First Lt. David Johnson told friends earlier this month that he had been placed in charge of a small firebase the military was building up in a dangerous part of Afghanistan, said his uncle Peter Johnson, a Chicago attorney and family spokesman.
"He was a very brave guy," Peter Johnson said. "He was fun-loving, never complained. He was very likable."
The uncle said he was proud of his nephew, but didn't entirely understand why the military so quickly gave him command of a firebase, an encampment that provides artillery and other support to other units.
"He'd been training for a very long time (in the U.S.) and had just been in the field a very short time. He was just promoted in December at the time of the deployment, and he was the highest-ranking officer at the camp.
"I don't know why they would put someone with that little experience in that position," Peter Johnson said. "Leading missions, you would think they would get someone who wasn't on his first tour."
David Johnson and the platoon he led were "certified as mission-ready to deploy" after months of training at Joint Base Lewis-McChord in Washington state and other facilities, said base spokesman Joe Kubistek.
The 24-year-old soldier had reported in January that he felt lucky to be leading a platoon-sized base in a "very active" part of Afghanistan, his uncle said.
David Johnson wrote on a Facebook page for friends and family that he was able "to plan, lead and execute my own missions" and work with Afghan civilians and soldiers to prepare them to take over: "As the year goes on we are going to build up the base for ... more to come and push the local populace to set up village run check points to increase security."
Johnson was on foot patrol in Kandahar Province on Wednesday when he was killed by a homemade bomb, Kubistek said.
"We are very proud of our son," his parents, Andrew and Laura Johnson of Mayville, said in a news release. "He is a hero. He first was a man of God. He has been a strong leader at Mayville High School, at Evangel University and to the men in his unit. David had no fear of adversity; he lived life to the fullest. There are no regrets. He is an American hero. We love him very much and miss him very much." Andrew Johnson is publisher of the Dodge County Pionier in Mayville.
The community has been hit hard by news of the death, said Katie Leb, an acquaintance of David Johnson and editor of the newspaper.
"In this town the Johnson family is well known and well loved, and to lose David has saddened everyone," Leb said. "Everyone here was tremendously proud of him and what he did for our country."
Johnson joined the Army soon after graduating from high school in 2006 and was a leader in the ROTC during college, Leb said.
Johnson's family on Thursday was traveling to Dover Air Force Base in Delaware, where the soldier's remains were being sent.
Peter Johnson said the parents would return home Friday, but that the Army would not immediately release the soldier's body.
The family released a statement attributed to retired Lt. Col.
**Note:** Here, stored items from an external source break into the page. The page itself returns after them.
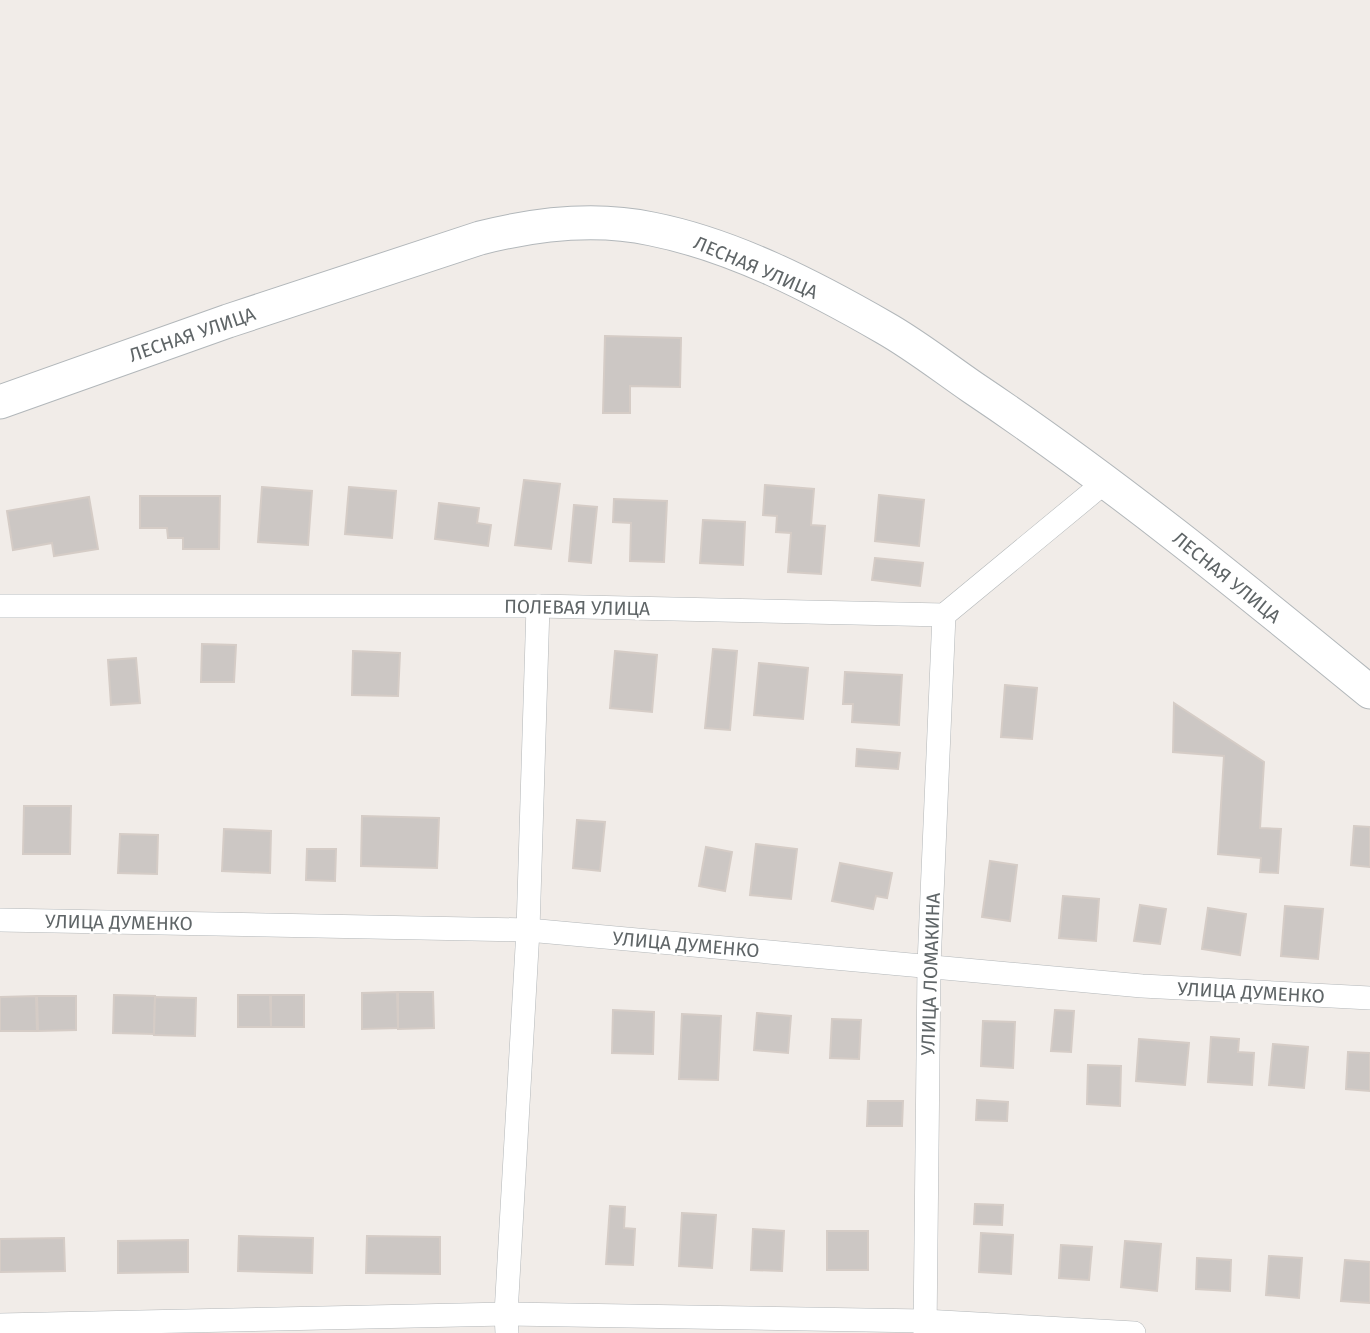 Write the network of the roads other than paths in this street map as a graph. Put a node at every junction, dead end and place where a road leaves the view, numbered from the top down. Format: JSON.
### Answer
{"nodes":[{"id":1,"x":0,"y":402,"type":"edge"},
{"id":2,"x":1105,"y":482,"type":"junction"},
{"id":3,"x":0,"y":606,"type":"edge"},
{"id":4,"x":538,"y":606,"type":"junction"},
{"id":5,"x":944,"y":615,"type":"junction"},
{"id":6,"x":1370,"y":692,"type":"edge"},
{"id":7,"x":0,"y":920,"type":"edge"},
{"id":8,"x":528,"y":930,"type":"junction"},
{"id":9,"x":929,"y":965,"type":"junction"},
{"id":10,"x":1370,"y":999,"type":"edge"},
{"id":11,"x":507,"y":1324,"type":"edge"},
{"id":12,"x":0,"y":1325,"type":"edge"},
{"id":13,"x":925,"y":1327,"type":"edge"},
{"id":14,"x":1134,"y":1333,"type":"edge"}],
"edges":[{"from":1,"to":2,"type":"street","name":"ЛЕСНАЯ УЛИЦА"},
{"from":2,"to":5,"type":"street"},
{"from":2,"to":6,"type":"street","name":"ЛЕСНАЯ УЛИЦА"},
{"from":3,"to":4,"type":"street","name":"ПОЛЕВАЯ УЛИЦА"},
{"from":4,"to":5,"type":"street","name":"ПОЛЕВАЯ УЛИЦА"},
{"from":4,"to":8,"type":"street"},
{"from":5,"to":9,"type":"street","name":"УЛИЦА ЛОМАКИНА"},
{"from":7,"to":8,"type":"street","name":"УЛИЦА ДУМЕНКО"},
{"from":8,"to":9,"type":"street","name":"УЛИЦА ДУМЕНКО"},
{"from":8,"to":11,"type":"street"},
{"from":9,"to":10,"type":"street","name":"УЛИЦА ДУМЕНКО"},
{"from":9,"to":13,"type":"street","name":"УЛИЦА ЛОМАКИНА"},
{"from":11,"to":12,"type":"street"},
{"from":11,"to":13,"type":"street"},
{"from":13,"to":14,"type":"street"}]}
Kirby A. Hanson, who was David's ROTC commander: "David was an outstanding cadet in every aspect of military training. ... He was destined to serve in the Infantry, and I was certain he would excel. ... Aside from the Army life, David was a kind, well-mannered, fun young man."
Johnson, a member of 5th Battalion, 20th Infantry Regiment, 3rd Stryker Brigade Combat Team, 2nd Infantry Division, was awarded the Bronze Star and Purple Heart posthumously.